Strasser, B., Steindorf, K., Wiskemann, J., & Ulrich, C.M. (2013). Impact of resistance training in cancer survivors: A meta-analysis. Medicine and Science in Sports and Exercise, 45, 2080–2090.

DOI Link


STUDY PURPOSE: The purpose of this article was to review published literature on impact resistance training (RT) in adults with cancer.

TYPE OF STUDY: Meta-analysis and systematic review

Search Strategy

DATABASES USED: Clinical Trial Register, Cochrane Trial Register, MEDLINE, and EMBASE

KEYWORDS: cancer, resistance training, muscle function, muscle strength, body mass, fatigue

INCLUSION CRITERIA: RCT comparing RT with an exercise or non-exercise control group in adult patients with cancer. Evaluation and report on strength, body composition, or fatigue comparing RT to no exercise, usual care, or alternative treatment.
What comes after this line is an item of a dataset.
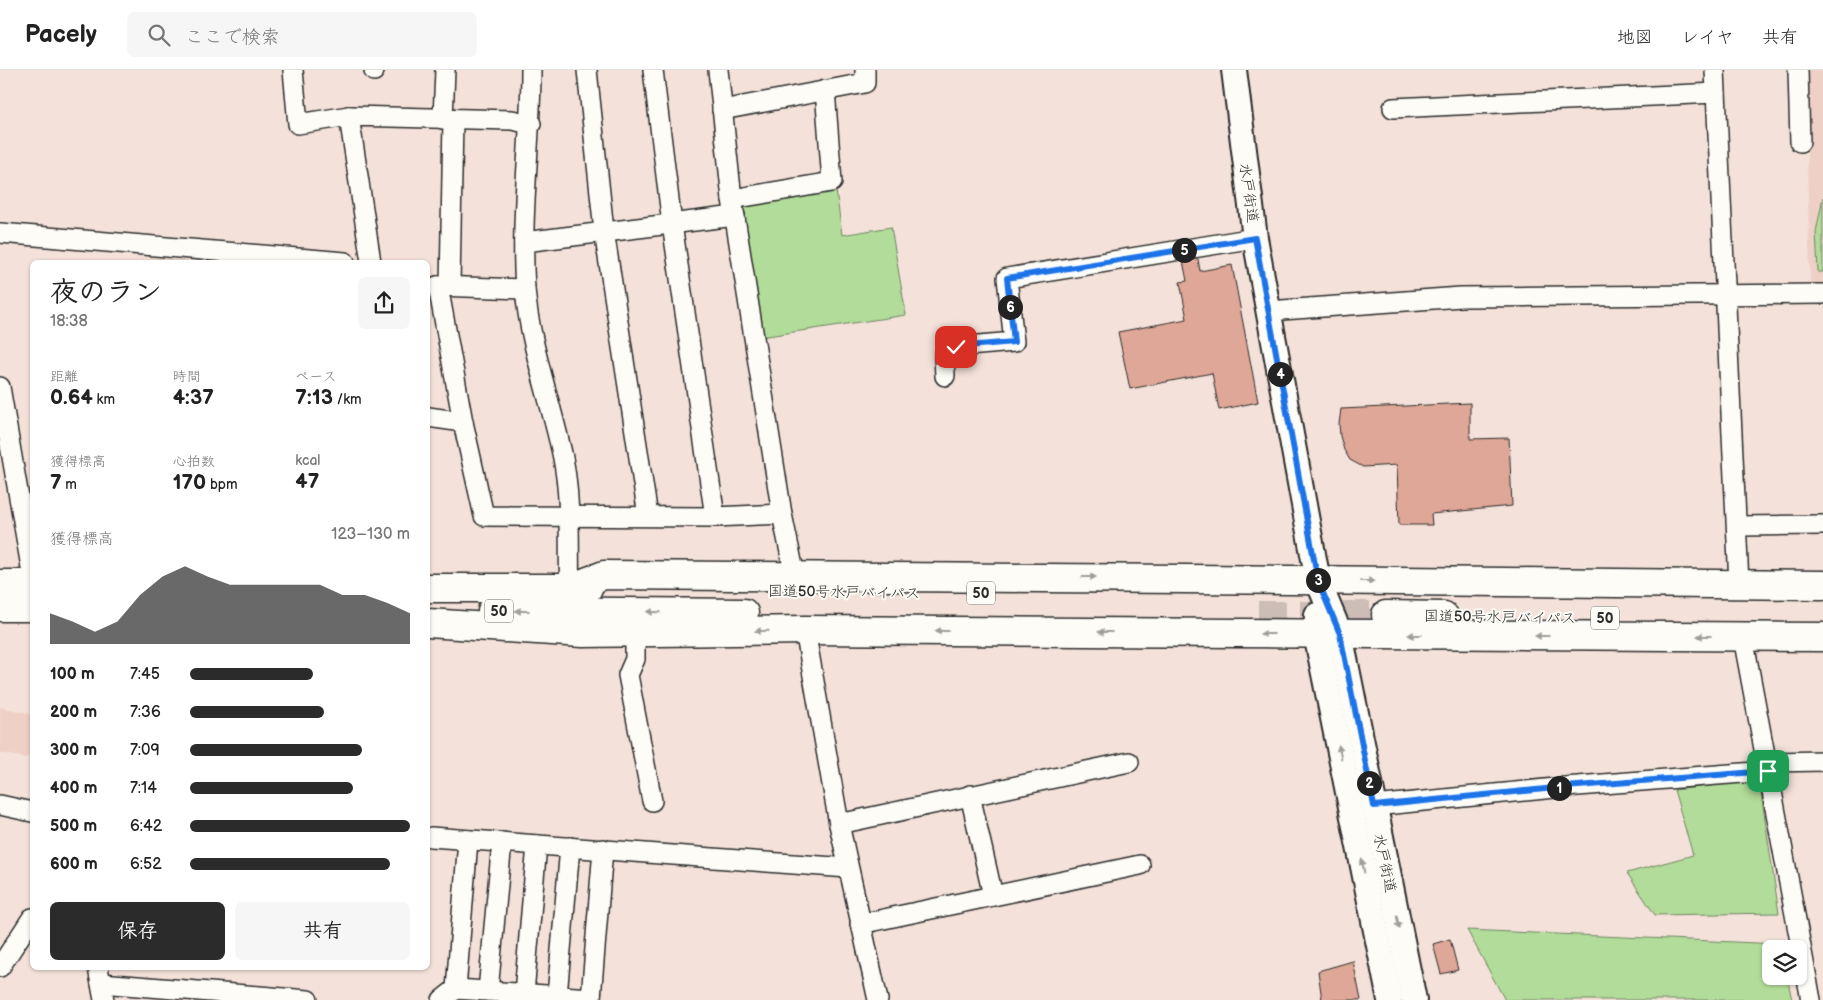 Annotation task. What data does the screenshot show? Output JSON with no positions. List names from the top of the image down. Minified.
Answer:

EXCLUSION CRITERIA: Single RT intervention, intervention less than six weeks, recommendation of interventions with no further detail, indirectly or poorly documented RT, clinical co-intervention not applied to control, concomitant aerobic endurance training not applied to control

Literature Evaluated


EVALUATION METHOD AND COMMENTS ON LITERATURE USED: Assessed by Jadad score (randomization, double-blinding, follow-up, intention to treat). Scores higher than two considered.

Sample Characteristics

  • SAMPLE RANGE ACROSS STUDIES, TOTAL PATIENTS INCLUDED IN REVIEW: Total patients = 1,323 (594 RT and 555 control, 174 aerobic endurance not included in meta-analysis); studies collecting fatigue = 437
  • KEY SAMPLE CHARACTERISTICS: 72% women, 57% breast cancer, 21% prostate cancer, 7% head and neck cancer, 14% any cancer. Six studies during cancer treatment, eight after completion. Mean age range = 47–75 years. Nine studies recruited only women.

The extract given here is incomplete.